Emotional Wayde van Niekerk Breaks Down During BBC Interview Over Isaac Makwala “IAAF Conspiracy”

Although South African athlete Wayde van Niekerk had so much to be proud of this week in London, he broke down during a BBC interview after his incredible Silver win in the 200m – a culmination of exhaustion perhaps, after days of giving it his all… as well as apparently having his spirits dampened by an alleged accusation from, amongst others, Botswana competitor Isaac Makwala that there was an “IAAF conspiracy” to unfairly quarantine Isaac to prevent him from competing against Wayde in the 400m final.

Wayde told the BBC Sports reporter (watch an excerpt below): “I really feel I worked hard for tonight and I gave it my all, and I think I’ve proven over and over again I deserve what I’ve achieved and it was a tough week for myself after the 400m.

“There were quite a few people who felt I didn’t deserve it, I’m glad that I could come out today and put out a good fight. I really believe this is the beginning of so much more of what I can achieve.”
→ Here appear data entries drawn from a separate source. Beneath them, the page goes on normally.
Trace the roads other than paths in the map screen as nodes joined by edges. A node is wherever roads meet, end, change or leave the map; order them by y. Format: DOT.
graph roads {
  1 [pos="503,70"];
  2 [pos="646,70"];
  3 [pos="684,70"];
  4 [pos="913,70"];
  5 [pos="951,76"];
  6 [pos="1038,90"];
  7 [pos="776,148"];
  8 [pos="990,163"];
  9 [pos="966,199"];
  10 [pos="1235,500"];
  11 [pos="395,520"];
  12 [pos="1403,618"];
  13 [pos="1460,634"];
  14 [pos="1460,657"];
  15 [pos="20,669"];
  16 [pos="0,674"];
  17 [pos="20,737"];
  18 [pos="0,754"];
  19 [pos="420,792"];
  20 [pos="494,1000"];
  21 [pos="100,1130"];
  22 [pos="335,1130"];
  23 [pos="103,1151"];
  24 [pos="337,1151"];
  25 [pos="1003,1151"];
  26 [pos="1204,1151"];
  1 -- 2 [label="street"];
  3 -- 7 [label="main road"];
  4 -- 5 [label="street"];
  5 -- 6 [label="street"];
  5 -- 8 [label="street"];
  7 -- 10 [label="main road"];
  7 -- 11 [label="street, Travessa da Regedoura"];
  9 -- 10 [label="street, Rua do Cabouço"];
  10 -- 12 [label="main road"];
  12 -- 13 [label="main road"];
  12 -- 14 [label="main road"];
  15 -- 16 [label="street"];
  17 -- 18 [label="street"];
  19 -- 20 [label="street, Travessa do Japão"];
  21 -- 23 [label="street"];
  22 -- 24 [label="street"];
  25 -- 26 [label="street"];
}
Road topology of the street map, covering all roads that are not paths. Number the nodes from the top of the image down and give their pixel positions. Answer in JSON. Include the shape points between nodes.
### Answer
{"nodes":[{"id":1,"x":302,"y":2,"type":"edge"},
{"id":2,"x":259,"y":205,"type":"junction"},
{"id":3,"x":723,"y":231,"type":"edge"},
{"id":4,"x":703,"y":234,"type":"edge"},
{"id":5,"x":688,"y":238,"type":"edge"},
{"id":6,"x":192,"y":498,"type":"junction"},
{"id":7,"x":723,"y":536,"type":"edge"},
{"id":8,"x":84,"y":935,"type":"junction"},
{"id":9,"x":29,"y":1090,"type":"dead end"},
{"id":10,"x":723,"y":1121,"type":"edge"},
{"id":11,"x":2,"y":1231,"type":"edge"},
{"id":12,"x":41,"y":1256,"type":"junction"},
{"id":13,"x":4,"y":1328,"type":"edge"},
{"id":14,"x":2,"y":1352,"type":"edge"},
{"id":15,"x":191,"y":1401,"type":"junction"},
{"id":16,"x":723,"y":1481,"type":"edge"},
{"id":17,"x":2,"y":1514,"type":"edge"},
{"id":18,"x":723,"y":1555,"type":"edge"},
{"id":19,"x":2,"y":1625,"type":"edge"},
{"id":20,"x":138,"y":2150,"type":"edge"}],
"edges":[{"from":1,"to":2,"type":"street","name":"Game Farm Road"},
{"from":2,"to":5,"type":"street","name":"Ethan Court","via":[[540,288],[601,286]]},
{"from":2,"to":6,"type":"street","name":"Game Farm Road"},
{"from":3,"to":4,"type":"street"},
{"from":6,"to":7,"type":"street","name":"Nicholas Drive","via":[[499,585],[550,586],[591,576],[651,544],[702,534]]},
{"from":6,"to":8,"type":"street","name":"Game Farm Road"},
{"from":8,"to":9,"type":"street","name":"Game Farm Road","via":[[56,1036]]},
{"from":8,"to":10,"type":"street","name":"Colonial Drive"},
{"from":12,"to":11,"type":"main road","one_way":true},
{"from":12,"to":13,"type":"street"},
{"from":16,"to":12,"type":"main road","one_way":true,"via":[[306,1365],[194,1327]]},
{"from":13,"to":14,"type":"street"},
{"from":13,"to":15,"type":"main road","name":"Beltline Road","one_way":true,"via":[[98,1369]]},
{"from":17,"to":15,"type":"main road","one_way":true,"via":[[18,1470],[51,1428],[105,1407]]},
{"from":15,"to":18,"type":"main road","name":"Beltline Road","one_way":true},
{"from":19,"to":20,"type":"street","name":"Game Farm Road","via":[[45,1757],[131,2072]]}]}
He said: “I worked as hard as every other competitor I compete against, I show everyone else the respect and I think I didn’t get the respect that I deserved after the 400m and I’m glad that I came through today…”

He said he’s determined to put in “so much more hard work… and show my dominance.”

The BBC reporter said it was strange that anyone could question his worthiness as a winner and asked where he was “getting that sense from”.

Wayde replied: “It was no secret that my finals a lot of people felt that the results could have been other way but I’ve proven everyone wrong today. Like I said I’m gonna
prove it over and over again that I deserve where I am and I deserve what I have achieved and I thank God so much again for such a great competition.”

When asked about the IAAF conspiracy, Wayde said he felt it “very unfair” especially as he has not been an overnight success, and has worked hard to come through the rankings a lot in the last few years.

“I really feel I have worked for where I am today but it’s fine I guess, everyone is going to be angry and people are going to be upset the way things work out, but this is a competition. We all challengers – we all came out here for one thing and that is medals.”

Isaac had been stopped from entering the stadium for the 400m final, as the IAAF claimed it was attempting to control a “very virulent” norovirus outbreak.

The Guardian reported that Wayde said: “It really did upset me a bit because I have always shown him massive respect and for him to mention my name in something fishy, as an IAAF favourite is unfair… I want to compete and I’m not here to make friends, so I learned a great lesson, to focus on myself and not letting negative things affect me.”

Earlier this week, when Wayde won the Gold he had said of Isaac’s absence: “I would love him to have his fair opportunity. I believe he would have done very very well. I’ve got so much sympathy. I really wish I could give him my medal.”